If I'm an oddsmaker, I'm going with a stay at home mom over daycare. After a billion trials or so, I'll come out ahead.
I'm going to chime in in accord with Indy here. There a lots of things we hold up in the church as being the ideal. That doesn't mean you get the ideal all the time, but not always getting it does not mean we shouldn't continue to uphold it.

There are lots of kids who come through abusive terrible childhoods and wind up fine in life. That doesn't mean that a normal childhood is not preferable to an abusive one. Its an extreme example that illustrates the point.

I think the decision of whether or not to stay home with the kids is up to each couple.

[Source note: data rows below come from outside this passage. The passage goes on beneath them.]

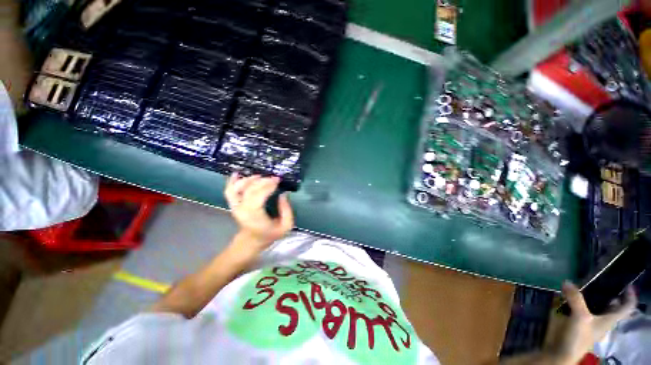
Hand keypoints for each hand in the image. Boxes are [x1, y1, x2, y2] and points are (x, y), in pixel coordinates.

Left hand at [224, 173, 293, 251]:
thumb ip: (287, 210)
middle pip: (249, 190)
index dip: (268, 185)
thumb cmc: (270, 234)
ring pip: (237, 188)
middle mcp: (242, 210)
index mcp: (254, 216)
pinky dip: (232, 181)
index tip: (278, 180)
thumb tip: (283, 194)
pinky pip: (229, 191)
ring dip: (249, 179)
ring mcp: (235, 206)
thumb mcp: (285, 226)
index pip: (258, 196)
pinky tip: (237, 173)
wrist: (252, 241)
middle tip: (274, 178)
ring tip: (260, 176)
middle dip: (263, 181)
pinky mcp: (233, 204)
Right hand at [546, 282, 637, 364]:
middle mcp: (603, 319)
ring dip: (593, 296)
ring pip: (597, 306)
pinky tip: (571, 296)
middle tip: (603, 280)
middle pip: (612, 306)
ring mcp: (590, 322)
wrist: (561, 352)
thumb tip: (567, 281)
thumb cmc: (578, 337)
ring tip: (586, 284)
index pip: (627, 307)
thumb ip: (575, 298)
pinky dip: (580, 301)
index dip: (630, 295)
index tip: (627, 284)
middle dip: (610, 293)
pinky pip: (582, 308)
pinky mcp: (578, 322)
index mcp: (610, 319)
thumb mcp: (580, 316)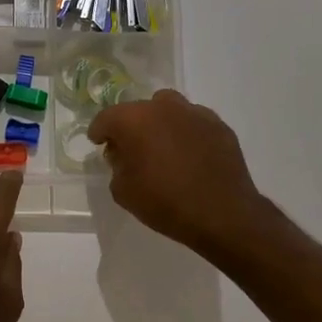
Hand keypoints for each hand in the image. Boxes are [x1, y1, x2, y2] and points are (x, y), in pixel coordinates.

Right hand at [89, 89, 268, 257]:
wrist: (222, 214)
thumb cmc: (165, 203)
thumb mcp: (123, 192)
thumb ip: (116, 166)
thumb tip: (122, 154)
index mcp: (134, 119)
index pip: (107, 118)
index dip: (99, 131)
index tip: (99, 143)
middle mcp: (163, 107)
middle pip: (138, 109)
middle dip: (131, 126)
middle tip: (131, 149)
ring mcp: (194, 113)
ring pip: (169, 109)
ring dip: (160, 123)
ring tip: (163, 147)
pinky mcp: (219, 125)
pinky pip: (194, 122)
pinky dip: (187, 133)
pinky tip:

I think even the Proclamation on Families recognizes that individual adaptation to circumstances is expected. On the other hand, I think that it is right for the church (and I'm not saying the talk that has gotten so much run here does this) to suggest to its members that there is an ideal and that we all ought to examine whether our current arrangement is best for our children and whether our motives are their best interests or whether they are selfish.

I am biased because I came from a home where my mother who was never going to be happy being a homemaker. She had a career before my brothers and me. While we were little she worked out of the home, had a framing business, mortgage business, was a realtor, but was nearly always there when we got home from school and always saw us off in the morning. Work happened when we were at school. We had a parent parenting us rather than (sorry) warehousing us somewhere. I'm certain this was a financial sacrifice as well. When we were all high school age, mom completed her graduate degree and went back to work full time. She still works.

To me, the ideal is that parents should only have children that they intend to raise. That doesn't mean, to me, that either shoulders that burden any more than another. But, IMHO, if your kids are in day care and it would not be a financial hardship to have them out with one or both parents "at home" some of the time, that is a selfish decision. It is a decision that gratifies the parent rather than reflects the child's interests. I get that sometimes it just can't be avoided.

I think the problem lies, in large measure, is in a culture that tells us we can have it all. That both parents can have career and family and that neither will suffer. Reality is different.